Após o incidente de 2021, a empresa considerou revisar o programa MAPP, conforme relatado anteriormente pela Bloomberg. No entanto, não divulgou se mudanças foram efetivamente implementadas ou se vazamentos foram descobertos.
Uma lei chinesa de 2021 exige que qualquer empresa ou pesquisador de segurança que identifique uma vulnerabilidade de segurança a reporte em até 48 horas ao Ministério da Indústria e Tecnologia da Informação do governo, de acordo com um relatório do Atlantic Council.
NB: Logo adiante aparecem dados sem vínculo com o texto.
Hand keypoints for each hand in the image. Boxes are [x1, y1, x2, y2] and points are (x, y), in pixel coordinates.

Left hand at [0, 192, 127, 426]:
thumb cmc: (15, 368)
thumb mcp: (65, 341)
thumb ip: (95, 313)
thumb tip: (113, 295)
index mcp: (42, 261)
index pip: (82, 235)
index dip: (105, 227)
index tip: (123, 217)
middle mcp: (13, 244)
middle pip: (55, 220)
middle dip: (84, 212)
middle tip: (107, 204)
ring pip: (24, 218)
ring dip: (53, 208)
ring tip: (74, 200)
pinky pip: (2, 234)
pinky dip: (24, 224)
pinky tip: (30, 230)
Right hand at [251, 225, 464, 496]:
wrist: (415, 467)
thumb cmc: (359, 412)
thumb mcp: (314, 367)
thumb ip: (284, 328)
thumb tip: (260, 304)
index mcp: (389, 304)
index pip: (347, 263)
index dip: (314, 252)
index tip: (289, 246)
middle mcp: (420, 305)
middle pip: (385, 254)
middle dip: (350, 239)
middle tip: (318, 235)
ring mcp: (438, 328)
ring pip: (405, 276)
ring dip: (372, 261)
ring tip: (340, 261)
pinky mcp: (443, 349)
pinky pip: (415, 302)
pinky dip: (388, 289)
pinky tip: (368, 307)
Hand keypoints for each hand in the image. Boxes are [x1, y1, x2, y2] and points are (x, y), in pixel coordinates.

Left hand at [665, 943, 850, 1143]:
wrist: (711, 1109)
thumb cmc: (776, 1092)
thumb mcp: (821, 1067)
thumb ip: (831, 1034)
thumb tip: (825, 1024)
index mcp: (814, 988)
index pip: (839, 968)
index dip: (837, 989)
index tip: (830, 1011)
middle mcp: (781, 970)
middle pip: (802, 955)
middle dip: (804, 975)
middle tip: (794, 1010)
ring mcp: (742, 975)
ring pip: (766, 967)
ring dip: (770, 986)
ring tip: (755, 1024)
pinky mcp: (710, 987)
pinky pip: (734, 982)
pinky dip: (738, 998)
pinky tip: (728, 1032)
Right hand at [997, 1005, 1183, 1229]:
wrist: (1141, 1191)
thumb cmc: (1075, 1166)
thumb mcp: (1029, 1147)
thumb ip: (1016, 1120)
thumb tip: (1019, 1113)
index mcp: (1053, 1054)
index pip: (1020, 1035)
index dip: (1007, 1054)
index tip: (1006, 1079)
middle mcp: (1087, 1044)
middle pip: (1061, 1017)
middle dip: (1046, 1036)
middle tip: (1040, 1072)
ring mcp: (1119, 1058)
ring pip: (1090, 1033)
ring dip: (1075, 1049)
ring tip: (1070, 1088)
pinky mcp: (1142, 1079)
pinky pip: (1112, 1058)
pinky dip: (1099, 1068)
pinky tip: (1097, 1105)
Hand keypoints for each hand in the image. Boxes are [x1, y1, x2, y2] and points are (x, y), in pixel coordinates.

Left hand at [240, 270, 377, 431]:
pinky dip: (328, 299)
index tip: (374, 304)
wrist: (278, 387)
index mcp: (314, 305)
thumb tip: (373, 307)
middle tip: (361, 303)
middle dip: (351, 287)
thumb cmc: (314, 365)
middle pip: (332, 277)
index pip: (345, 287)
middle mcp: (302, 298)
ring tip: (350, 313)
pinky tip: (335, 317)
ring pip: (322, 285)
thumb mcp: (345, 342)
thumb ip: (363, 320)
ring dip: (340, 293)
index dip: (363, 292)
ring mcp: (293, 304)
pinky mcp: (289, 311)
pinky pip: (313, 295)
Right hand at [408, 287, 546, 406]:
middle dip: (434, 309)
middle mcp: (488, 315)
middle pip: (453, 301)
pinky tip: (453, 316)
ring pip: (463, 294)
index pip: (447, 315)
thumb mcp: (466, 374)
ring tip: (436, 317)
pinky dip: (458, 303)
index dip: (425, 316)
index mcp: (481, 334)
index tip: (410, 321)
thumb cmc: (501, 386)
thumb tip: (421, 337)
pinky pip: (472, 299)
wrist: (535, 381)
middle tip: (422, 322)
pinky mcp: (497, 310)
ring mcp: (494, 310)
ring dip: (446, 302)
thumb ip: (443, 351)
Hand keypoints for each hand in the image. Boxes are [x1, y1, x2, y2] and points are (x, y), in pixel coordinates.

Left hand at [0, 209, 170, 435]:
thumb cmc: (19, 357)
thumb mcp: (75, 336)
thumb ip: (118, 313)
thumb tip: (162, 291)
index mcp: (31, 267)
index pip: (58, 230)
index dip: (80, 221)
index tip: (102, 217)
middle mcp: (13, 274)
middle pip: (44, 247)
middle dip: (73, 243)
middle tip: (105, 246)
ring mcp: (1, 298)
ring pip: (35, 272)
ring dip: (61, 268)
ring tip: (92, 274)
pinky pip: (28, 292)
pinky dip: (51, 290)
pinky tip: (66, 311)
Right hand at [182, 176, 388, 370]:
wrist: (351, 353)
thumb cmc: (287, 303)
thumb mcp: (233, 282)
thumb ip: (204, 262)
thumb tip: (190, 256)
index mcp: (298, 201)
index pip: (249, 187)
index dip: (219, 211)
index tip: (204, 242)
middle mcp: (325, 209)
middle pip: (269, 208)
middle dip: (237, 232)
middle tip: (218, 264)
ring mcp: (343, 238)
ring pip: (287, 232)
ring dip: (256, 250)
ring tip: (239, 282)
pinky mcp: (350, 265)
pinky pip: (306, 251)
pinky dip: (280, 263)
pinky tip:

Algumas das empresas chinesas que permanecem envolvidas no MAPP, como a Beijing CyberKunlun Technology Co Ltd., também são membros de um programa governamental de vulnerabilidades, o China National Vulnerability Database, operado pelo Ministério da Segurança do Estado da China, conforme sites do governo chinês.
Eugenio Benincasa, pesquisador no Centro de Estudos de Segurança da ETH Zurich, afirma que há uma falta de transparência sobre como as empresas chinesas equilibram seus compromissos para salvaguardar vulnerabilidades compartilhadas pela Microsoft com requisitos de compartilhamento de informações com o governo chinês. “Sabemos que algumas dessas empresas colaboram com agências de segurança do estado e que o sistema de gerenciamento de vulnerabilidades é altamente centralizado”, diz Benincasa. “Esta é, sem dúvida, uma área que merece uma análise mais cuidadosa.”